Deep Blue Cable, a company owned by Mr O’Brien that is investing more than $350 million laying an undersea fibre-optic cable in the Caribbean, is to extend its planned network to Panama and Colombia.
The original plan was for Mr O’Brien’s cable to thread a large number of island nations in the region over the next 2½ years with fibre capable of delivering high-speed broadband.
The initial phase will make landfall in markets such as the Cayman Islands, Curaçao, the Dominican Republic, Haiti, Jamaica, Puerto Rico and Trinidad and Tobago.

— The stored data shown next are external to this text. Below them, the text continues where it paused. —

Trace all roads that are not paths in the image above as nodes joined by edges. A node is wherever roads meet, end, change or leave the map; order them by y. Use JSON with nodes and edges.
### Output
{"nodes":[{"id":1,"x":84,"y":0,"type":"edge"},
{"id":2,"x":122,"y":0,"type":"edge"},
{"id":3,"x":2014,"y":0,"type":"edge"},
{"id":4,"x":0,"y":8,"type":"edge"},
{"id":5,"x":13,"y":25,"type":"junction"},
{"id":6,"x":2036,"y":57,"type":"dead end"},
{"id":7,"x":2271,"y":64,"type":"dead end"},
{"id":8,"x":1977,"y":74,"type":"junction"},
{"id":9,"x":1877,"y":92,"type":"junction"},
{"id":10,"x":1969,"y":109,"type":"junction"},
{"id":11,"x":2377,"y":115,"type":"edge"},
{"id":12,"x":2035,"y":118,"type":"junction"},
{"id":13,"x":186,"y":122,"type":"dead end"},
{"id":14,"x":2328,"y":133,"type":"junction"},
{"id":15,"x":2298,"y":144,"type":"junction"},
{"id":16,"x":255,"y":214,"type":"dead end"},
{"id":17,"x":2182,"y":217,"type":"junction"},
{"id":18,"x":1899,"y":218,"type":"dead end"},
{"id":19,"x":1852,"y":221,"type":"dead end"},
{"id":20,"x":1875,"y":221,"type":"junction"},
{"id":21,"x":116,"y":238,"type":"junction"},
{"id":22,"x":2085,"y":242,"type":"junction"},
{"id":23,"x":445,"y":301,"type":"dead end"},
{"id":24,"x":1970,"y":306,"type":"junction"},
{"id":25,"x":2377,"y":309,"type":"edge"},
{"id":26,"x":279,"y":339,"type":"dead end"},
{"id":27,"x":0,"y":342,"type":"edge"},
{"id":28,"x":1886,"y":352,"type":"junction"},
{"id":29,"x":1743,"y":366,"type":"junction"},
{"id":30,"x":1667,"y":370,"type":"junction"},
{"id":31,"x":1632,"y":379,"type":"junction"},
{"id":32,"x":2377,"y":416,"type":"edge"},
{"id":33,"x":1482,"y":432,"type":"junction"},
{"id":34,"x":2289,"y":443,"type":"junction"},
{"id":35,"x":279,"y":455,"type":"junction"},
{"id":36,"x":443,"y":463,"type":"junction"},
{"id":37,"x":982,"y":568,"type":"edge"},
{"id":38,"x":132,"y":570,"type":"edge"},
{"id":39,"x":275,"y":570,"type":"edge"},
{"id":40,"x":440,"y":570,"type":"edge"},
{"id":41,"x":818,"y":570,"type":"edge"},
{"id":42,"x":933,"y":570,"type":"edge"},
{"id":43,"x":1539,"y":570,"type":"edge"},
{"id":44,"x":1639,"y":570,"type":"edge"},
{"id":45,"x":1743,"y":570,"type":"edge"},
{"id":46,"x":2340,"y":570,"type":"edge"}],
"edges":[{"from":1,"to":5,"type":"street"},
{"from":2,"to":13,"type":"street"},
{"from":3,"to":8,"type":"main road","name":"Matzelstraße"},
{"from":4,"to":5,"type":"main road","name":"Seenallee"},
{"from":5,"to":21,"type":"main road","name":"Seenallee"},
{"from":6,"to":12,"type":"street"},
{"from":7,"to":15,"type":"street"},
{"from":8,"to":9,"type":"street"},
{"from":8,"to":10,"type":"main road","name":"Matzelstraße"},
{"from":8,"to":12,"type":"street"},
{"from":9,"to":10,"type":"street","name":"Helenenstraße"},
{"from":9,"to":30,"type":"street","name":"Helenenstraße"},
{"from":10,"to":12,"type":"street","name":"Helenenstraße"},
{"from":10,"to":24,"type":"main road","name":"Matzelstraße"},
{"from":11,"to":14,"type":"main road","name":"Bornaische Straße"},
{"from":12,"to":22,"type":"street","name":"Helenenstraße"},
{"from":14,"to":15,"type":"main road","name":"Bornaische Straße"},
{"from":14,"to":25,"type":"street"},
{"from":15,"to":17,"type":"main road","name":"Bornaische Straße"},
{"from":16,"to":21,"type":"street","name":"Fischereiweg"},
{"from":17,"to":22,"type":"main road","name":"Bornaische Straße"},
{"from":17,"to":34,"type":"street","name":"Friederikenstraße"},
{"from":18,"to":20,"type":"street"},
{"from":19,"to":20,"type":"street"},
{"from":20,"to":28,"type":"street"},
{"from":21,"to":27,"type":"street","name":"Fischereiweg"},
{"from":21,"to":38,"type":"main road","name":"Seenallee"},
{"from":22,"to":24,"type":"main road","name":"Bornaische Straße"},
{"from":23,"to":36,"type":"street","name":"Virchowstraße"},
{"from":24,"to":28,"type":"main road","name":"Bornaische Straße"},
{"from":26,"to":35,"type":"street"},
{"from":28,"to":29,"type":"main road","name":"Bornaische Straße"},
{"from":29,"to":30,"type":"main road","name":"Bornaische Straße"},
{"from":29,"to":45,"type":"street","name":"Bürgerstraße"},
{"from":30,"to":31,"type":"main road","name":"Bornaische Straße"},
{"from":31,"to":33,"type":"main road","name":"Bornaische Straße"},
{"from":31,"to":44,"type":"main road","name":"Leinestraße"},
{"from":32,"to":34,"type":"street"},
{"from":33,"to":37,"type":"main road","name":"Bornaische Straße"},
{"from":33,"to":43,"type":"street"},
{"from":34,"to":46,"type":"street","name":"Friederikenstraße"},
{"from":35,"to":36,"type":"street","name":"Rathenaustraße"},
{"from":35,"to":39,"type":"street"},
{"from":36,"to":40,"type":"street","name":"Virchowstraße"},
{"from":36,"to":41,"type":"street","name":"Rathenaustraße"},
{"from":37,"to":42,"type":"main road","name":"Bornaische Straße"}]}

The company has also been weighing a second phase of its rollout, which could include bringing services to Cuba, a telecoms market Mr O’Brien has coveted for many years.
This week, Deep Blue confirmed it would extend the phase-one rollout to include Panama and Colombia, pushing back the completion date for the project until near the middle of 2020.
Mr O’Brien had previously mooted an extension of the project, which he said would push up the investment to $450 million.
The extension into Colombia, especially, will put Mr O’Brien’s project into direct competition with Mr Slim’s America Movil company, which for years was a major rival of Mr O’Brien’s Digicel business.
In recent years it has invested $500 million in the America Movil Submarine Cable System-1 (AMX-1). Mr Slim’s cable connects Colombia with countries including his home nation of Mexico, Guatemala, Brazil and Puerto Rico. Like Mr O’Brien’s Deep Blue project, it also makes landfall in Florida.
Deep Blue Cable also said this week that, following the destruction wrought in the Caribbean region by Hurricane Irma, it might redesign parts of its network to make it less susceptible to weather events.